Voyageurs by Margaret Elphinstone
Posted in Reading Reviewed, Scottish Fiction, Scottish Literature at 12:00 on 6 February 2020
Canongate, 2004, 474 p.

This formidably researched novel is set mainly in North America before and during the War of 1812 which was fought between the US and Britain (plus its Native American allies) but it is not concerned with that conflict except peripherally. The book is an example of a found manuscript, as supposedly written by Mark Greenhow, a Quaker from Cumbria – topped and tailed by an Editor’s Preface and Afterword, signed MNE, January 2003.
Greenhow was a Quaker from Cumbria. Most of his life was spent on a farm called Highside where the manuscript was ‘found’ hidden away when the ‘editor’ moved in. It reveals Mark’s life was turned upside down when his family received a letter from Canada telling them that his sister Rachel, previousy disowned from the Quaker Society of Friends for marrying her husband, Alan Mackenzie, before a priest, had disappeared somewhere in what was known as Upper Canada and therefore presumed dead. For Mark the ties of family outweighed the strictures of the Society and he resolved to go to Canada and try to find her. All his voyages (barring his final return home) as well as some incidents of his home life in the time before Rachel left for Canada are described in detail. Like most Scottish writers Elphinstone has a gift for landscape description, here deployed to convey the vastness of the North American continent and the local conditions. The customs of the time and the politics of fur-trading by the SouthWest Company are all necessary ingredients to the tale while the background to the war, whose prosecution, barring one small incident, remains off-stage, forms part of the novel’s plot as does Greenhow’s Quaker pacifism – or, I should say, his refusal to be involved in killing people.
The narrative is unavoidably tinged with Greenhow’s Quaker beliefs, with much talk of Monthly Meetings, the vanity of clothing, his soul-searching about relationships with the opposite sex and his failures fully to live up to the Society’s ideals.
A serious injury to Alan, who had additional reasons for undertaking once more the arduous journey to the island where Rachel disappeared, forces the three-man expedition to over-winter in the climate of north Lake Michigan, which even the indigenous peoples find inhospitable, and whose exigencies end up with Mark accommodating to what he considers pagan beliefs. They also bring home the unlikelihood of Rachel having survived. The sojourn also allows the three trapped men the opportunity to tell each other their life stories and so expand Elphinstone’s portrayal of their times. And far from being a hindrance Mark’s refusal to kill people ends up as an asset.
The ‘manuscript’’s text is peppered with Scots words – feart, clarty, grat – which I suppose could easily have been in the Cumbrian vocabulary in the early 19th century but will have to take on trust. And we have footnotes! Always a delight.
It is the characters, though, that shine through. Even the least is given careful consideration and expression.
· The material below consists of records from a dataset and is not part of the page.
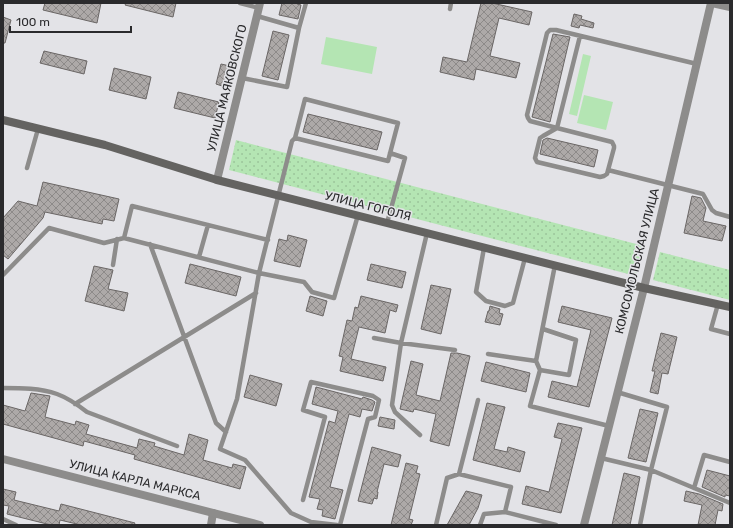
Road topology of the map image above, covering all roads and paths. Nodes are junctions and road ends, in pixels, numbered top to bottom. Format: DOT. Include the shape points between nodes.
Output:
graph roads {
  1 [pos="240,3"];
  2 [pos="306,3"];
  3 [pos="450,3"];
  4 [pos="712,3"];
  5 [pos="730,7"];
  6 [pos="450,8"];
  7 [pos="259,9"];
  8 [pos="299,28"];
  9 [pos="580,36"];
  10 [pos="697,64"];
  11 [pos="242,78"];
  12 [pos="3,120"];
  13 [pos="557,128"];
  14 [pos="38,129"];
  15 [pos="295,138"];
  16 [pos="390,153"];
  17 [pos="27,168"];
  18 [pos="608,170"];
  19 [pos="217,180"];
  20 [pos="668,185"];
  21 [pos="278,195"];
  22 [pos="358,215"];
  23 [pos="730,217"];
  24 [pos="388,223"];
  25 [pos="208,225"];
  26 [pos="427,233"];
  27 [pos="124,238"];
  28 [pos="117,240"];
  29 [pos="268,240"];
  30 [pos="150,244"];
  31 [pos="484,248"];
  32 [pos="199,257"];
  33 [pos="525,258"];
  34 [pos="112,265"];
  35 [pos="555,265"];
  36 [pos="260,273"];
  37 [pos="3,275"];
  38 [pos="644,288"];
  39 [pos="256,293"];
  40 [pos="718,304"];
  41 [pos="730,307"];
  42 [pos="543,328"];
  43 [pos="730,334"];
  44 [pos="184,337"];
  45 [pos="374,338"];
  46 [pos="401,344"];
  47 [pos="455,350"];
  48 [pos="488,354"];
  49 [pos="536,361"];
  50 [pos="540,370"];
  51 [pos="3,388"];
  52 [pos="617,392"];
  53 [pos="478,400"];
  54 [pos="75,404"];
  55 [pos="609,426"];
  56 [pos="226,432"];
  57 [pos="420,435"];
  58 [pos="176,446"];
  59 [pos="601,458"];
  60 [pos="3,459"];
  61 [pos="730,462"];
  62 [pos="650,470"];
  63 [pos="459,474"];
  64 [pos="694,488"];
  65 [pos="303,500"];
  66 [pos="730,503"];
  67 [pos="505,512"];
  68 [pos="214,513"];
  69 [pos="3,519"];
  70 [pos="16,525"];
  71 [pos="211,525"];
  72 [pos="260,525"];
  73 [pos="339,525"];
  74 [pos="436,525"];
  75 [pos="480,525"];
  76 [pos="552,525"];
  77 [pos="584,525"];
  78 [pos="640,525"];
  1 -- 7 [label="lane"];
  2 -- 8 [label="lane"];
  3 -- 6 [label="lane"];
  4 -- 5 [label="street"];
  4 -- 10 [label="street, КОМСОМОЛЬСКАЯ УЛИЦА"];
  7 -- 8 [label="lane"];
  7 -- 11 [label="street, УЛИЦА МАЯКОВСКОГО"];
  8 -- 11 [label="lane" via="287,87"];
  9 -- 10 [label="lane"];
  9 -- 13 [label="lane"];
  9 -- 13 [label="lane" via="552,29 548,31 536,78 528,118 530,121"];
  10 -- 20 [label="street, КОМСОМОЛЬСКАЯ УЛИЦА"];
  11 -- 19 [label="street, УЛИЦА МАЯКОВСКОГО"];
  12 -- 14 [label="main road, УЛИЦА ГОГОЛЯ"];
  13 -- 18 [label="lane" via="612,142 614,148"];
  13 -- 18 [label="lane" via="540,138 535,158 537,162 601,177 606,176"];
  14 -- 17 [label="lane"];
  14 -- 19 [label="main road, УЛИЦА ГОГОЛЯ" via="105,145"];
  15 -- 16 [label="lane" via="388,161"];
  15 -- 16 [label="lane" via="305,99 398,123"];
  15 -- 21 [label="lane" via="292,140"];
  16 -- 24 [label="lane" via="405,158"];
  18 -- 20 [label="lane"];
  19 -- 21 [label="main road, УЛИЦА ГОГОЛЯ"];
  20 -- 23 [label="lane" via="703,194 712,210"];
  20 -- 38 [label="street, КОМСОМОЛЬСКАЯ УЛИЦА"];
  21 -- 22 [label="main road, УЛИЦА ГОГОЛЯ"];
  21 -- 29 [label="lane"];
  22 -- 24 [label="main road, УЛИЦА ГОГОЛЯ"];
  22 -- 36 [label="lane" via="334,298 312,292 304,282"];
  24 -- 26 [label="main road, УЛИЦА ГОГОЛЯ"];
  25 -- 27 [label="lane" via="132,206"];
  25 -- 29 [label="lane"];
  25 -- 32 [label="lane"];
  26 -- 31 [label="main road, УЛИЦА ГОГОЛЯ"];
  26 -- 46 [label="lane"];
  27 -- 28 [label="lane"];
  27 -- 30 [label="lane"];
  28 -- 34 [label="lane"];
  28 -- 37 [label="lane" via="104,243 49,228"];
  29 -- 36 [label="lane"];
  30 -- 32 [label="lane"];
  30 -- 44 [label="lane"];
  31 -- 33 [label="main road, УЛИЦА ГОГОЛЯ"];
  31 -- 33 [label="lane" via="476,292 486,301 504,306 513,303"];
  32 -- 36 [label="lane"];
  33 -- 35 [label="main road, УЛИЦА ГОГОЛЯ"];
  35 -- 38 [label="main road, УЛИЦА ГОГОЛЯ"];
  35 -- 42 [label="lane"];
  36 -- 39 [label="lane"];
  38 -- 40 [label="main road, УЛИЦА ГОГОЛЯ"];
  38 -- 52 [label="street, КОМСОМОЛЬСКАЯ УЛИЦА"];
  39 -- 44 [label="lane"];
  39 -- 56 [label="lane" via="237,399"];
  40 -- 41 [label="main road, УЛИЦА ГОГОЛЯ"];
  40 -- 43 [label="lane" via="712,329"];
  42 -- 49 [label="lane"];
  42 -- 50 [label="lane" via="576,340 569,375"];
  44 -- 54 [label="lane"];
  44 -- 56 [label="lane" via="216,423"];
  45 -- 46 [label="lane"];
  46 -- 47 [label="lane"];
  46 -- 57 [label="lane" via="392,405 395,412"];
  48 -- 49 [label="lane"];
  49 -- 50 [label="lane"];
  50 -- 55 [label="lane" via="530,406"];
  51 -- 54 [label="lane" via="30,388 56,394"];
  52 -- 55 [label="street, КОМСОМОЛЬСКАЯ УЛИЦА"];
  52 -- 62 [label="lane" via="667,407"];
  53 -- 63 [label="lane"];
  54 -- 58 [label="lane" via="87,412"];
  55 -- 59 [label="street, КОМСОМОЛЬСКАЯ УЛИЦА"];
  56 -- 73 [label="lane" via="220,449 245,460 291,513 311,522"];
  59 -- 62 [label="lane"];
  59 -- 77 [label="street, КОМСОМОЛЬСКАЯ УЛИЦА"];
  60 -- 68 [label="street, УЛИЦА КАРЛА МАРКСА"];
  61 -- 64 [label="lane" via="704,455"];
  62 -- 64 [label="lane"];
  62 -- 78 [label="lane"];
  63 -- 67 [label="lane" via="511,487"];
  63 -- 74 [label="lane" via="447,478"];
  64 -- 66 [label="lane"];
  65 -- 73 [label="lane" via="325,417 303,410 311,382 373,396 379,400 375,417 368,419"];
  67 -- 75 [label="lane" via="484,514"];
  67 -- 76 [label="lane"];
  68 -- 71 [label="street"];
  68 -- 72 [label="street, УЛИЦА КАРЛА МАРКСА"];
  69 -- 70 [label="lane"];
}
The puzzlement and, on being informed of its significance, the subsequent acquiescence of a local Ojibwa Chief when Mark extends his hand for shaking to seal a deal is a lovely vignette. Elphinstone makes you believe that this is really how people of this time were, and how they lived.
Pedant’s corner:- In the Acknowledgements; a capital letter after a semi-colon. Otherwise; “our line of the family have lived” (our line … has lived,) “if I ever I did” (only one ‘I’ needed,) “cost me Jaques favour” (Jaques’s,) “Kerners’ agent” (Kerners’s, though I concede it would probably not be pronounced with two ‘s’es,) Roberts’ (Roberts’s, ditto,) wigwam (from the limited descriptions in the text of the structures concerned it isn’t entirely clear whether these were in fact tepees,) a missing comma before a piece of direct speech, “that we’re used to here” (that we were used to,) span (spun, as used later,) James’ (James’s,)

E Mary Andrews
19 August 2025 at 11:05
I first read this book some years ago and have recently reread it. As a Quaker, I am impressed by the depth and accuracy of research into Quaker belief and history which is, however, relatively easy to obtain because of the meticulous preservation of records and Minutes from the earli
est days. The 18th centurywas very much a period of retreat into a more inward and in many ways more intolerant group, followin
g the fraught struggles
of the 17th. I didn’t find the character of Mark Greenhow entirely convincing;
The end of the story too,left one a bit flat and I would have quite happy for him to return home alone and just a bit sadder and wiser.
Thankfully, by the end
of the 19th century, galvanised by the urging by the efforts of young Friends who, by that time were able to enter the professions a much more liberal but equally faithful to the traditional Quaker testimonies mindset emerged.
jackdeighton
19 August 2025 at 17:23
E Mary Andrews,
It’s good to know my favourable impression of Elphinstone’s research are borne out by someone with more knowledge of the subject than me.
Thanks for looking in and commenting.